▶ _Your assignment_: Your answer should be the full data, transcribed exactly, with no pictures in it.

(Stored data)
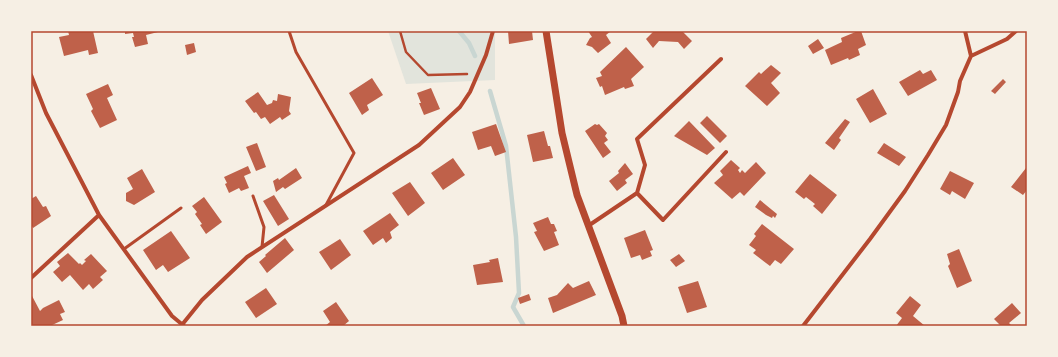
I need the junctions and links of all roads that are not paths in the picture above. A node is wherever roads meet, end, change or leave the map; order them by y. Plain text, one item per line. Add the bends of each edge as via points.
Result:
1 (289, 31) edge
2 (493, 31) edge
3 (546, 31) edge
4 (965, 31) edge
5 (1016, 31) edge
6 (971, 56) junction
7 (721, 59) dead end
8 (31, 75) edge
9 (726, 152) dead end
10 (636, 193) junction
11 (253, 196) dead end
12 (326, 204) junction
13 (181, 208) dead end
14 (99, 215) junction
15 (588, 226) junction
16 (262, 247) junction
17 (124, 250) junction
18 (31, 278) edge
19 (182, 326) edge
20 (624, 326) edge
21 (803, 326) edge

1 - 12 lane via 296,52 354,153
2 - 12 street via 470,92 460,107 419,145
3 - 15 street via 562,133 577,195
4 - 6 street
5 - 6 street via 1007,39
6 - 21 street via 946,125 932,149 896,203
7 - 10 street via 636,139 645,165
8 - 14 street via 46,113
9 - 10 street via 663,220
10 - 15 street
11 - 16 lane via 264,227
12 - 16 street
13 - 17 lane
14 - 17 street
14 - 18 street
15 - 20 street
16 - 19 street via 202,300
17 - 19 street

▶ _Task response_:
I need the junctions and links of all roads that are not paths in the picture above. A node is wherever roads meet, end, change or leave the map; order them by y. Plain text, one item per line. Add the bends of each edge as via points.
Result:
1 (289, 31) edge
2 (493, 31) edge
3 (546, 31) edge
4 (965, 31) edge
5 (1016, 31) edge
6 (971, 56) junction
7 (721, 59) dead end
8 (31, 75) edge
9 (726, 152) dead end
10 (636, 193) junction
11 (253, 196) dead end
12 (326, 204) junction
13 (181, 208) dead end
14 (99, 215) junction
15 (588, 226) junction
16 (262, 247) junction
17 (124, 250) junction
18 (31, 278) edge
19 (182, 326) edge
20 (624, 326) edge
21 (803, 326) edge

1 - 12 lane via 296,52 354,153
2 - 12 street via 470,92 460,107 419,145
3 - 15 street via 562,133 577,195
4 - 6 street
5 - 6 street via 1007,39
6 - 21 street via 946,125 932,149 896,203
7 - 10 street via 636,139 645,165
8 - 14 street via 46,113
9 - 10 street via 663,220
10 - 15 street
11 - 16 lane via 264,227
12 - 16 street
13 - 17 lane
14 - 17 street
14 - 18 street
15 - 20 street
16 - 19 street via 202,300
17 - 19 street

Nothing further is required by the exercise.